Roma, no alla tassa per le processioni: rimossa la funzionaria del IV municipio

Roma, no alla tassa per le processioni: rimossa la funzionaria del IV municipio

ROMA – La funzionaria del Campidoglio che, a fine febbraio, architettò la tassa sulle processioni, è finita sotto procedimento disciplinare. Che si è concluso con una doppia sanzione. Oltre a perdere il grado di funzionaria, infatti, la dipendente comunale L.D. si ritroverà con una busta paga più leggera: quasi mille euro (lordi) al mese in meno. Tutta colpa di quei 70 euro che avrebbe voluto racimolare dalle chiese di Pietralata, Casal Bertone e Tiburtino.

Nel IV Municipio capitolino – popolosa zona a est, tra la Tiburtina e la Nomentana – era bastato un fax per far infuriare le parrocchie. Nel testo, le processioni religiose in programma per Pasqua, sarebbero state autorizzate con lo stesso modulo delle occupazioni commerciali di suolo pubblico. E sottostare agli stessi costi che pagano gli ambulanti: 70 euro di istruttoria più 16 di bollo.

Don Fabrizio Biffi, a capo della parrocchia di San Fedele martire, a due passi da via di Pietralata, impugnò carta e penna e scrisse alla funzionaria grillina per esprimere il suo sdegno, minacciando di cancellare la processione del Venerdì santo.

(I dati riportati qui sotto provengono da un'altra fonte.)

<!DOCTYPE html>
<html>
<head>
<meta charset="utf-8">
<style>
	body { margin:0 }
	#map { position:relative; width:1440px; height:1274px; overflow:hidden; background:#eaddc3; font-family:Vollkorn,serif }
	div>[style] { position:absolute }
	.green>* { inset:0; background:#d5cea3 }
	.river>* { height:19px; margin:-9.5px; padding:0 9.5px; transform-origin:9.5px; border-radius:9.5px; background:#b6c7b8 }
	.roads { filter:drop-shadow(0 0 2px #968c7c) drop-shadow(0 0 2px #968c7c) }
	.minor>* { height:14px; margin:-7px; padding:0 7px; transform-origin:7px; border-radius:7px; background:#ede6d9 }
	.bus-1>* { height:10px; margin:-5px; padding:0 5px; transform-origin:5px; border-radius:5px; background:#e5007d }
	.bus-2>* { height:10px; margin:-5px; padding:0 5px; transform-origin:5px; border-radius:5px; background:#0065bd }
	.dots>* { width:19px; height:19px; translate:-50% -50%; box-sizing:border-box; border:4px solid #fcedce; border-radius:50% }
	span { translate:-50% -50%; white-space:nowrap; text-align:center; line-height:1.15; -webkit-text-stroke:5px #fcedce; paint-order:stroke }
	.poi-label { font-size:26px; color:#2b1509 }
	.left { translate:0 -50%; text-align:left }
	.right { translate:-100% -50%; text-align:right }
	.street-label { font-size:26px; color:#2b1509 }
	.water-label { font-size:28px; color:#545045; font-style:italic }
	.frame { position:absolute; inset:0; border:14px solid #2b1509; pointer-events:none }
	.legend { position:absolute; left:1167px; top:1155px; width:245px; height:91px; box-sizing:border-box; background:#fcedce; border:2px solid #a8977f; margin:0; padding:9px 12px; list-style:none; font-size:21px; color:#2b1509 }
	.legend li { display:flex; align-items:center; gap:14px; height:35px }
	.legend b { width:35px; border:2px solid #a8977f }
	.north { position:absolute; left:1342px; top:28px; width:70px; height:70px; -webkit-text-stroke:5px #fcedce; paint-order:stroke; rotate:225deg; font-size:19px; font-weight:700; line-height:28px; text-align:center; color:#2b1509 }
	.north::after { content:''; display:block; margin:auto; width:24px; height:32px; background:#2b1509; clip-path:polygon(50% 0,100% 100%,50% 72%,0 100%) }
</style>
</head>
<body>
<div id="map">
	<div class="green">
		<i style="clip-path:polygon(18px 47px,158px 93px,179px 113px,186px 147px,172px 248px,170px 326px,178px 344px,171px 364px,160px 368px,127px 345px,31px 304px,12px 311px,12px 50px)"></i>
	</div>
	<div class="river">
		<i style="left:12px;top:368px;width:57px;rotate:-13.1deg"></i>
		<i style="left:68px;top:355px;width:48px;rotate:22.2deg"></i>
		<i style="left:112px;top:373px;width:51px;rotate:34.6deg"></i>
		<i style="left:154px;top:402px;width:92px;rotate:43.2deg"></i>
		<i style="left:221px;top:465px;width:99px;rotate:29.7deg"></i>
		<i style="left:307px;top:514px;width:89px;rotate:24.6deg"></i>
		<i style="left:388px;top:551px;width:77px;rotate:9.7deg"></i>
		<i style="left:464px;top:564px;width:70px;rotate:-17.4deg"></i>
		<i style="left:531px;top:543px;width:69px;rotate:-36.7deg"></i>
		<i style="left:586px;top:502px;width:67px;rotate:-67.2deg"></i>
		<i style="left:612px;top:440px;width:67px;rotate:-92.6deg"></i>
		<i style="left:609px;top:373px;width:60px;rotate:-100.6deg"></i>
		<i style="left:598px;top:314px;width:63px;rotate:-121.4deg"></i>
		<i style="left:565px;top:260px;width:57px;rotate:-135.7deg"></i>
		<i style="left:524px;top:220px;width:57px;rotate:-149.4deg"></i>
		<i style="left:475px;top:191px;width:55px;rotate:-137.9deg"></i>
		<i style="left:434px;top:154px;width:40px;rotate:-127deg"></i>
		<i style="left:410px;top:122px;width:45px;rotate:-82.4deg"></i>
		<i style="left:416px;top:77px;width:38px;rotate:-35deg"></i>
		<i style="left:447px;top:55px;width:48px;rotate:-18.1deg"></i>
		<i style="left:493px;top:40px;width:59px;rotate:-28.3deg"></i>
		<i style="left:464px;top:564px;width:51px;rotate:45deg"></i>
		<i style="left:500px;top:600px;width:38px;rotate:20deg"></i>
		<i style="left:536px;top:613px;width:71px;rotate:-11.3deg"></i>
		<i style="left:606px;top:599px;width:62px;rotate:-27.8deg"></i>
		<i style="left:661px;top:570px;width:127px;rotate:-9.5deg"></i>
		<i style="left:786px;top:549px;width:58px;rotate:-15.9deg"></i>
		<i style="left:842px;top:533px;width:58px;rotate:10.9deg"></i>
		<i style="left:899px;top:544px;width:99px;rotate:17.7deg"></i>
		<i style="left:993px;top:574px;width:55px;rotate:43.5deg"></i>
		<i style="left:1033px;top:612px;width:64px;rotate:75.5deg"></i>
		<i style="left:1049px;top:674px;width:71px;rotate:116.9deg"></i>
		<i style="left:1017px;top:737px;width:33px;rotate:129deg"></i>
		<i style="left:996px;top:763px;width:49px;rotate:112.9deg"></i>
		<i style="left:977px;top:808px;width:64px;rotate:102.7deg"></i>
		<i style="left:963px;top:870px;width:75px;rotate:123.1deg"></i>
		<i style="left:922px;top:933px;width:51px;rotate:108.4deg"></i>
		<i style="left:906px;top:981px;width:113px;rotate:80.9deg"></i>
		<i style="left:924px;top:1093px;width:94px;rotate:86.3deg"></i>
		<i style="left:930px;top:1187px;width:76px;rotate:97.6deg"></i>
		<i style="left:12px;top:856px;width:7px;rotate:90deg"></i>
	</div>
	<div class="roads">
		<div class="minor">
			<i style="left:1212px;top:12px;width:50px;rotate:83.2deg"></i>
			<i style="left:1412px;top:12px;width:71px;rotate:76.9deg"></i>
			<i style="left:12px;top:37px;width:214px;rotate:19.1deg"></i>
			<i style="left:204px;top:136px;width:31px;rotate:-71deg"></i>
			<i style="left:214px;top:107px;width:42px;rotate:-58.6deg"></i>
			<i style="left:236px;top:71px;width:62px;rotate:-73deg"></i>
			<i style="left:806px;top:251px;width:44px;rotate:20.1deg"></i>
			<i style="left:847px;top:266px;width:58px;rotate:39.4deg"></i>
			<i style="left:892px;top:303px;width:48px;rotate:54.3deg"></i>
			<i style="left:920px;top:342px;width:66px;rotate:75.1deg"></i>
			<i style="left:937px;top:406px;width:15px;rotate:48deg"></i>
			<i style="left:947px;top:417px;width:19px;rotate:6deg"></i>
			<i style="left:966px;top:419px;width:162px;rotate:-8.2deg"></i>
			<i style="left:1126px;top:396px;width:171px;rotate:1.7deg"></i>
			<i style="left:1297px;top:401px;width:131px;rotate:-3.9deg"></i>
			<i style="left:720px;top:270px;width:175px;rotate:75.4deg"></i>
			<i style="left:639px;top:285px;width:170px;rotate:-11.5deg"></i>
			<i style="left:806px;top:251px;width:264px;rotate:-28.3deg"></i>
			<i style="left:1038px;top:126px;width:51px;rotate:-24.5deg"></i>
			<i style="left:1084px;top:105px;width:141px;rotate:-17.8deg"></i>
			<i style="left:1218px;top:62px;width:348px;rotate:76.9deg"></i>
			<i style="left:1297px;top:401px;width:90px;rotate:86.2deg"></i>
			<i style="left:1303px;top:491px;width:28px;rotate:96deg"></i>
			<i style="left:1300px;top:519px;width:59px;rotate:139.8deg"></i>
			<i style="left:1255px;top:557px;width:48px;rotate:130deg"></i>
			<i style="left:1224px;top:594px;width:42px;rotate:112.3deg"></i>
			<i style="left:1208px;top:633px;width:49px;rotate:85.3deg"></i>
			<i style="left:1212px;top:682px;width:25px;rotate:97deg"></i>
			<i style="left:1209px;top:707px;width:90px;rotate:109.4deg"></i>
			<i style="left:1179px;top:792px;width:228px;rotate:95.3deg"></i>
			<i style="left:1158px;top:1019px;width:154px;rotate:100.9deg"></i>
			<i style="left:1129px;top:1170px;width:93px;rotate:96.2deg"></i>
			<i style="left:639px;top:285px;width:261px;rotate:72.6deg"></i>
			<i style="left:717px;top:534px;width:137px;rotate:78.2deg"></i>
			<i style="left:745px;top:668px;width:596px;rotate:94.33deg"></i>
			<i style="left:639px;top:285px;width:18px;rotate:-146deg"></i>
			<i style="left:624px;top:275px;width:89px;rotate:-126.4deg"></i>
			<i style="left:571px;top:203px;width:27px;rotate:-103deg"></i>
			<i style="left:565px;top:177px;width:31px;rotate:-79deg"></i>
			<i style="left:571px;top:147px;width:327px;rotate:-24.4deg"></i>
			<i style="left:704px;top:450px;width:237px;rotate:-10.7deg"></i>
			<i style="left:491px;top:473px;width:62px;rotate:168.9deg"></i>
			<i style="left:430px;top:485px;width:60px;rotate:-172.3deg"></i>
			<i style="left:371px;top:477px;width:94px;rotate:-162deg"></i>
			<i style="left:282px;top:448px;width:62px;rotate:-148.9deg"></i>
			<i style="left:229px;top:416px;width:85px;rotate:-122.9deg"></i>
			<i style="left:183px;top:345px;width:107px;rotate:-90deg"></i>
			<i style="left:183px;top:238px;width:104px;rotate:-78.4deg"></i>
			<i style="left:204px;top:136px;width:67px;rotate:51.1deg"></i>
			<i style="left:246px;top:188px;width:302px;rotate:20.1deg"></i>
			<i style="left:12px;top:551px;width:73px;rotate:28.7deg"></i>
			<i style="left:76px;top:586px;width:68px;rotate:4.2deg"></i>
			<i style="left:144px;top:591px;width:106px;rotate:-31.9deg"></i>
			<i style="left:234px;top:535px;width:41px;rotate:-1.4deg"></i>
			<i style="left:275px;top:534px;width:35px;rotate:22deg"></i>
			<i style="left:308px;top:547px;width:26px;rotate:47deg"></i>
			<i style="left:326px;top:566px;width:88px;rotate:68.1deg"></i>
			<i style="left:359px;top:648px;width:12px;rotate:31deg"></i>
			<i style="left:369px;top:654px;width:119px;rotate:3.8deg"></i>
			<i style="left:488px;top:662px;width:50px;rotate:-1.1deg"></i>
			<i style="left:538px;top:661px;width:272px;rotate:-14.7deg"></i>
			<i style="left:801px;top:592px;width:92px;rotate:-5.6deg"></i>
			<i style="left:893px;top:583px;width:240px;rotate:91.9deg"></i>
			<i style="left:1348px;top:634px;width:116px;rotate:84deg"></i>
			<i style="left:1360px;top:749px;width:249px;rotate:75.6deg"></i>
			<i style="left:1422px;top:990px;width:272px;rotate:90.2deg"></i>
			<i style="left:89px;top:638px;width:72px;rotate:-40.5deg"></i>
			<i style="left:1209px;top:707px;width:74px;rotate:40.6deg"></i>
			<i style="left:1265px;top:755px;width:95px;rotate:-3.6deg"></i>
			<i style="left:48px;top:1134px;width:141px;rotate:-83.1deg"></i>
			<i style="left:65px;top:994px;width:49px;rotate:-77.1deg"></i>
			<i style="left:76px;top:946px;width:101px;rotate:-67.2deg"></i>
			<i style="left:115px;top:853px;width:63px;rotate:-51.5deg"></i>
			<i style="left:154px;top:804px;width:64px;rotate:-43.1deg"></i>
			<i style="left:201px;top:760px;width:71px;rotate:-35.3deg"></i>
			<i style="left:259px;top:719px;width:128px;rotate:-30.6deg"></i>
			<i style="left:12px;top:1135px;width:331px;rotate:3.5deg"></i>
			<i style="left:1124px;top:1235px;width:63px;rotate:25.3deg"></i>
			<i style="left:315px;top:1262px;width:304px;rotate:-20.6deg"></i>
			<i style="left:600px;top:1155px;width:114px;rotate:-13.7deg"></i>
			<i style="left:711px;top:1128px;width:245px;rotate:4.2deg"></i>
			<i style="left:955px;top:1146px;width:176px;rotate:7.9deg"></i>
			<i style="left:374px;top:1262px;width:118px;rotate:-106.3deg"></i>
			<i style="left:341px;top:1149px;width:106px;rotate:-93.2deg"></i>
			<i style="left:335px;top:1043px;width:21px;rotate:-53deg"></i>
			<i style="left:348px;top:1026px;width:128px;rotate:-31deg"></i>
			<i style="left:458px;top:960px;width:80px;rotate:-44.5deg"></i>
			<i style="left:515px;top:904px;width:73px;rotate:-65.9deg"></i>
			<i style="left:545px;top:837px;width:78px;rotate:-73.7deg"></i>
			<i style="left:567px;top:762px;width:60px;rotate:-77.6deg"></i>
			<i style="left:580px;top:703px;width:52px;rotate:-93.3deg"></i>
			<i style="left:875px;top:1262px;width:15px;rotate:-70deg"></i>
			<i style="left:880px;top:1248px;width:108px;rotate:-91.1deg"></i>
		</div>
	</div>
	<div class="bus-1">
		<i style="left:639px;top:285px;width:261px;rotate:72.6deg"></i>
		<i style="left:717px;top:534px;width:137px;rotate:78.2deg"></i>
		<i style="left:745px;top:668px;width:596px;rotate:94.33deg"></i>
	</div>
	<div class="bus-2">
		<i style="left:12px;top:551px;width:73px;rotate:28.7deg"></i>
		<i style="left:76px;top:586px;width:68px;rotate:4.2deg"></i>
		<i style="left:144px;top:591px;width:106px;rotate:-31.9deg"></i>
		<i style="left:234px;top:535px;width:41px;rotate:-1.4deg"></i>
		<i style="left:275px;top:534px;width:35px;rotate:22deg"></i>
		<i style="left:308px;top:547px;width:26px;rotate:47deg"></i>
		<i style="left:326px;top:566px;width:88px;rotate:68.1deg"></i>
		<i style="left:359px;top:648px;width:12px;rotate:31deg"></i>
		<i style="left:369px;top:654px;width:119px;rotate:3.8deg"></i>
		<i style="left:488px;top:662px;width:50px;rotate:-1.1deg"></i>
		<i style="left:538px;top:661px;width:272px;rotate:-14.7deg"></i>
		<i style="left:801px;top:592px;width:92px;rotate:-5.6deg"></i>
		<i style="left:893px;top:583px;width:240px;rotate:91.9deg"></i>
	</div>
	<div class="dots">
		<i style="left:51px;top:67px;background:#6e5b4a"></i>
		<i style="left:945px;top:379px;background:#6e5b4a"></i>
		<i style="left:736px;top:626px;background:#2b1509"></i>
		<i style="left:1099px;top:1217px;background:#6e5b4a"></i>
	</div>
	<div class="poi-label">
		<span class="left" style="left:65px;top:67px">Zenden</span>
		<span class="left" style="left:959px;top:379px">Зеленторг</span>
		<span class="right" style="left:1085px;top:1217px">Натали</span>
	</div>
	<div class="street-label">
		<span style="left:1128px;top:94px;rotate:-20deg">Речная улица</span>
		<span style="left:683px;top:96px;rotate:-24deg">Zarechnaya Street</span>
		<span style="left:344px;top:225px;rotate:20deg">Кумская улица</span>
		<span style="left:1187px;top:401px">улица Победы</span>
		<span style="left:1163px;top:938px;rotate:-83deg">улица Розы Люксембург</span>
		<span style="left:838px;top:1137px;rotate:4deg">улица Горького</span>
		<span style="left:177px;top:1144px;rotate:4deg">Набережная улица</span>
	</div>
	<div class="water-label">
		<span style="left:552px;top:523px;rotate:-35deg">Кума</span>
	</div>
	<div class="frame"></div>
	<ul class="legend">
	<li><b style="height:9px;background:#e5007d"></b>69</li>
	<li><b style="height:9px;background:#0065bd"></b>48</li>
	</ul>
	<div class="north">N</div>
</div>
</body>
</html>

Dopo quella denuncia, come spiega Lorenzo De Cicco su Il Messaggero,

il IV municipio fu costretto alla marcia indietro e la presidente Roberta Della Casa spiegò: “Sicuramente c’è stato solo un malinteso in base a come è stata formulata la richiesta, in caso contrario prenderemo provvedimenti nei confronti di chi ha sbagliato, stiamo verificando all’Ufficio commercio cosa sia successo davvero”. L’ispezione è stata effettivamente portata a termine dal direttore del Municipio.